Cal.com publicly discloses critical auth bypass vulnerability
On January 15, 2026, reports detailed CVE-2026-23478 as a critical Cal.com vulnerability that allows attackers to hijack accounts and bypass protections such as 2FA and external identity providers via a single session.update API call. The disclosure described impact including access to bookings, event types, billing data, organization memberships, integrations, and possible admin privileges.
Cal.com releases version 6.0.7 to fix CVE-2026-23478
Cal.com remediated the issue for self-hosted deployments in version 6.0.7. Users running affected versions were advised to upgrade to 6.0.7 or later to prevent authentication bypass and full account takeover.

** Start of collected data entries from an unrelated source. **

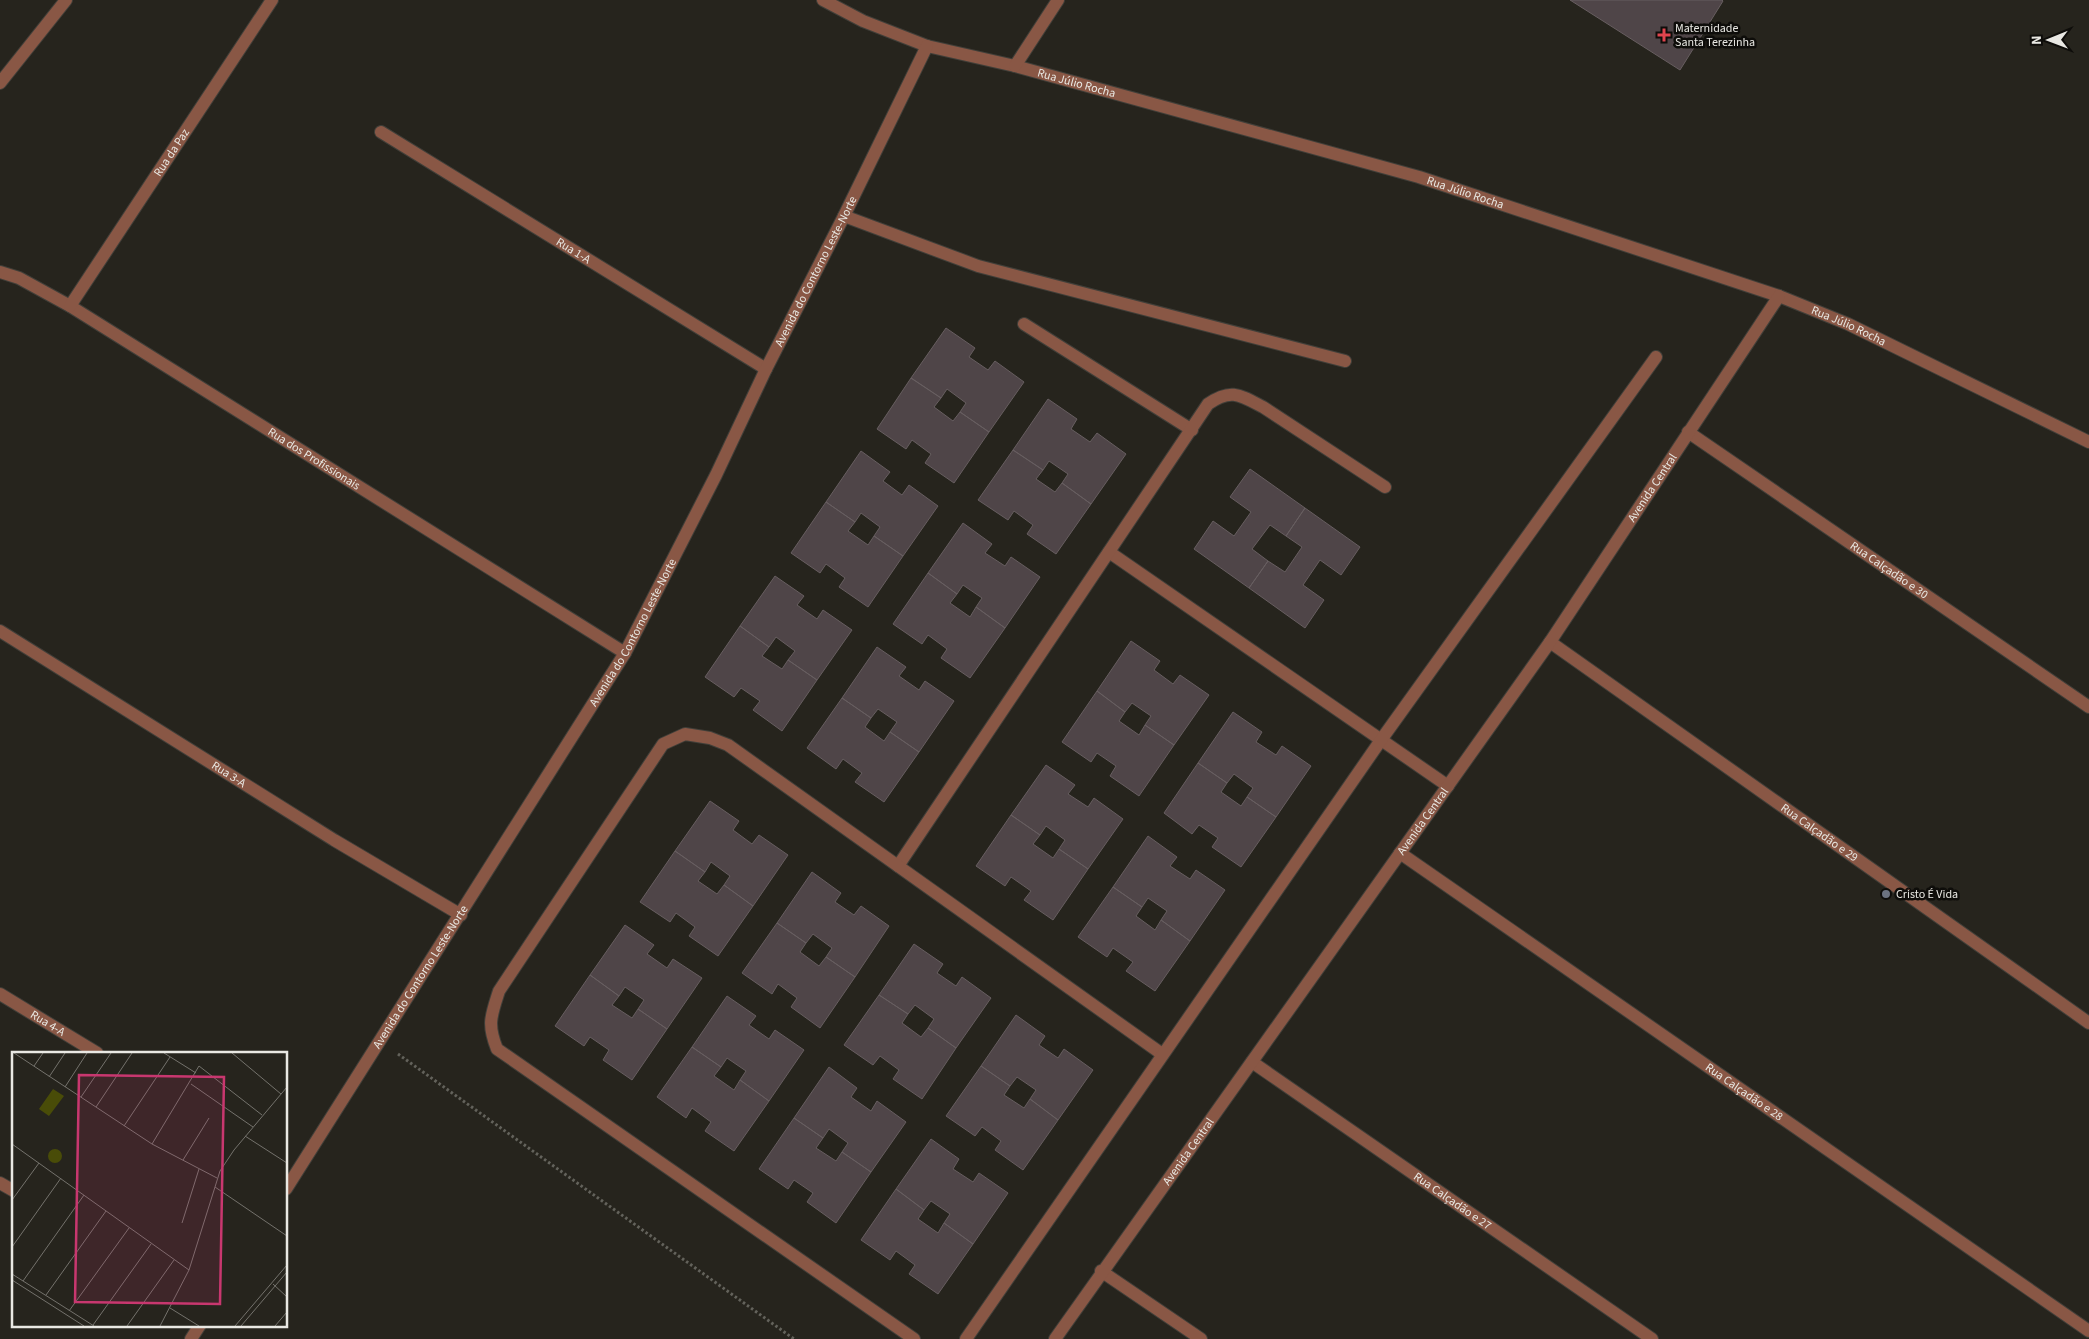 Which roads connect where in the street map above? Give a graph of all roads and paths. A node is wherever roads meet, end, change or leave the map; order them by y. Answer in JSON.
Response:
{"nodes":[{"id":1,"x":66,"y":0,"type":"edge"},
{"id":2,"x":272,"y":0,"type":"edge"},
{"id":3,"x":823,"y":0,"type":"edge"},
{"id":4,"x":1058,"y":0,"type":"edge"},
{"id":5,"x":926,"y":46,"type":"junction"},
{"id":6,"x":1015,"y":66,"type":"junction"},
{"id":7,"x":0,"y":83,"type":"edge"},
{"id":8,"x":381,"y":132,"type":"dead end"},
{"id":9,"x":844,"y":216,"type":"junction"},
{"id":10,"x":0,"y":272,"type":"edge"},
{"id":11,"x":1779,"y":296,"type":"junction"},
{"id":12,"x":70,"y":306,"type":"junction"},
{"id":13,"x":1024,"y":324,"type":"dead end"},
{"id":14,"x":1656,"y":357,"type":"dead end"},
{"id":15,"x":1345,"y":361,"type":"dead end"},
{"id":16,"x":766,"y":369,"type":"junction"},
{"id":17,"x":1192,"y":430,"type":"junction"},
{"id":18,"x":1688,"y":432,"type":"junction"},
{"id":19,"x":2089,"y":442,"type":"edge"},
{"id":20,"x":1384,"y":487,"type":"dead end"},
{"id":21,"x":1109,"y":552,"type":"junction"},
{"id":22,"x":0,"y":631,"type":"edge"},
{"id":23,"x":1550,"y":642,"type":"junction"},
{"id":24,"x":625,"y":653,"type":"junction"},
{"id":25,"x":2089,"y":707,"type":"edge"},
{"id":26,"x":1381,"y":740,"type":"junction"},
{"id":27,"x":1448,"y":786,"type":"junction"},
{"id":28,"x":1400,"y":853,"type":"junction"},
{"id":29,"x":898,"y":866,"type":"junction"},
{"id":30,"x":461,"y":915,"type":"junction"},
{"id":31,"x":0,"y":994,"type":"edge"},
{"id":32,"x":2089,"y":1023,"type":"edge"},
{"id":33,"x":379,"y":1041,"type":"junction"},
{"id":34,"x":95,"y":1052,"type":"edge"},
{"id":35,"x":1162,"y":1054,"type":"junction"},
{"id":36,"x":1252,"y":1062,"type":"junction"},
{"id":37,"x":291,"y":1170,"type":"edge"},
{"id":38,"x":0,"y":1183,"type":"edge"},
{"id":39,"x":12,"y":1190,"type":"edge"},
{"id":40,"x":1101,"y":1271,"type":"junction"},
{"id":41,"x":199,"y":1326,"type":"edge"},
{"id":42,"x":2089,"y":1331,"type":"edge"},
{"id":43,"x":192,"y":1339,"type":"edge"},
{"id":44,"x":794,"y":1339,"type":"edge"},
{"id":45,"x":914,"y":1339,"type":"edge"},
{"id":46,"x":966,"y":1339,"type":"edge"},
{"id":47,"x":1055,"y":1339,"type":"edge"},
{"id":48,"x":1201,"y":1339,"type":"edge"},
{"id":49,"x":1652,"y":1339,"type":"edge"}],
"edges":[{"from":1,"to":7,"type":"street"},
{"from":2,"to":12,"type":"street","name":"Rua da Paz"},
{"from":3,"to":5,"type":"street","name":"Rua Júlio Rocha"},
{"from":4,"to":6,"type":"street"},
{"from":5,"to":6,"type":"street","name":"Rua Júlio Rocha"},
{"from":5,"to":9,"type":"street","name":"Avenida do Contorno Leste-Norte"},
{"from":6,"to":11,"type":"street","name":"Rua Júlio Rocha"},
{"from":8,"to":16,"type":"street","name":"Rua 1-A"},
{"from":9,"to":15,"type":"street"},
{"from":9,"to":16,"type":"street","name":"Avenida do Contorno Leste-Norte"},
{"from":10,"to":12,"type":"street","name":"Rua dos Profissionais"},
{"from":11,"to":18,"type":"street","name":"Avenida Central"},
{"from":11,"to":19,"type":"street","name":"Rua Júlio Rocha"},
{"from":12,"to":24,"type":"street","name":"Rua dos Profissionais"},
{"from":13,"to":17,"type":"street"},
{"from":14,"to":26,"type":"street"},
{"from":16,"to":24,"type":"street","name":"Avenida do Contorno Leste-Norte"},
{"from":17,"to":20,"type":"street"},
{"from":17,"to":21,"type":"street"},
{"from":18,"to":23,"type":"street","name":"Avenida Central"},
{"from":18,"to":25,"type":"street","name":"Rua Calçadão e 30"},
{"from":21,"to":26,"type":"street"},
{"from":21,"to":29,"type":"street"},
{"from":22,"to":30,"type":"street","name":"Rua 3-A"},
{"from":23,"to":27,"type":"street","name":"Avenida Central"},
{"from":23,"to":32,"type":"street","name":"Rua Calçadão e 29"},
{"from":24,"to":30,"type":"street","name":"Avenida do Contorno Leste-Norte"},
{"from":26,"to":27,"type":"street"},
{"from":26,"to":35,"type":"street"},
{"from":27,"to":28,"type":"street","name":"Avenida Central"},
{"from":28,"to":36,"type":"street","name":"Avenida Central"},
{"from":28,"to":42,"type":"street","name":"Rua Calçadão e 28"},
{"from":29,"to":35,"type":"street"},
{"from":29,"to":45,"type":"street"},
{"from":30,"to":33,"type":"street","name":"Avenida do Contorno Leste-Norte"},
{"from":31,"to":34,"type":"street","name":"Rua 4-A"},
{"from":33,"to":37,"type":"street","name":"Avenida do Contorno Leste-Norte"},
{"from":33,"to":44,"type":"path"},
{"from":35,"to":46,"type":"street"},
{"from":36,"to":40,"type":"street","name":"Avenida Central"},
{"from":36,"to":49,"type":"street","name":"Rua Calçadão e 27"},
{"from":38,"to":39,"type":"street"},
{"from":40,"to":47,"type":"street","name":"Avenida Central"},
{"from":40,"to":48,"type":"street"},
{"from":41,"to":43,"type":"street"}]} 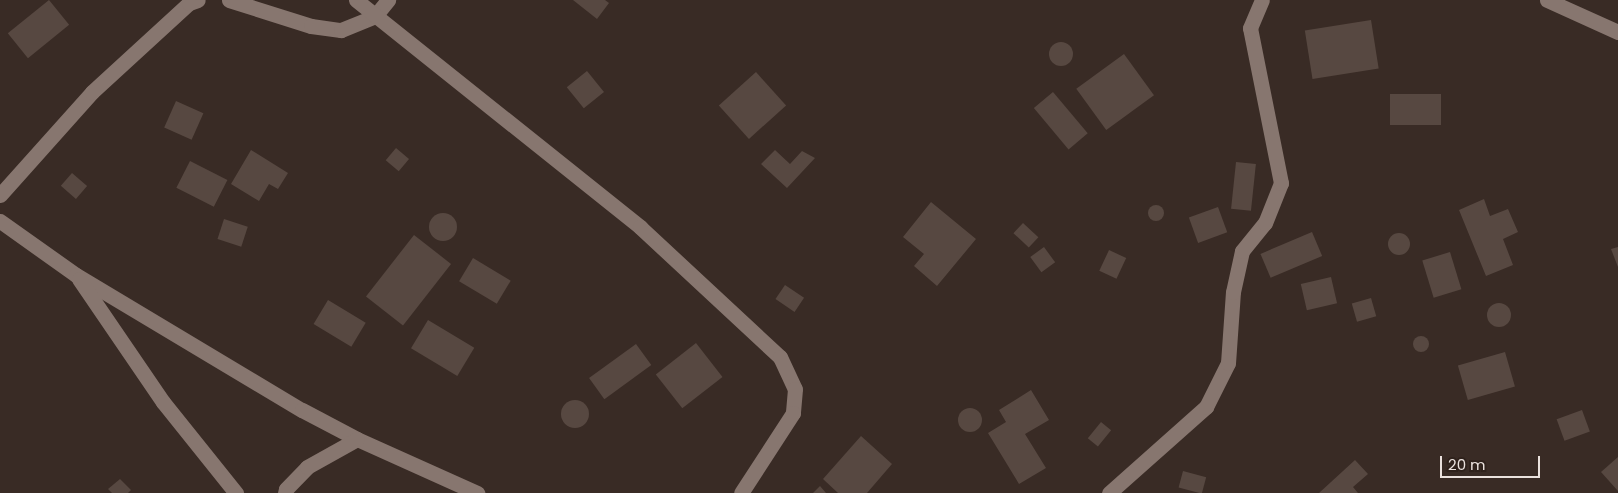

Cal.com patches hosted service immediately after discovery
Cal.com said its official hosted service was patched immediately upon discovery of the vulnerability. The company also stated there was no indication of exploitation in the wild.
Cal.com flaw affects versions 3.1.6 through 6.0.6
A critical authentication bypass vulnerability, later tracked as CVE-2026-23478, was present in self-hosted Cal.com versions 3.1.6 through 6.0.6. The flaw stemmed from a custom NextAuth JWT callback that trusted client-controlled identity fields during session updates, enabling account takeover with only a victim's email address.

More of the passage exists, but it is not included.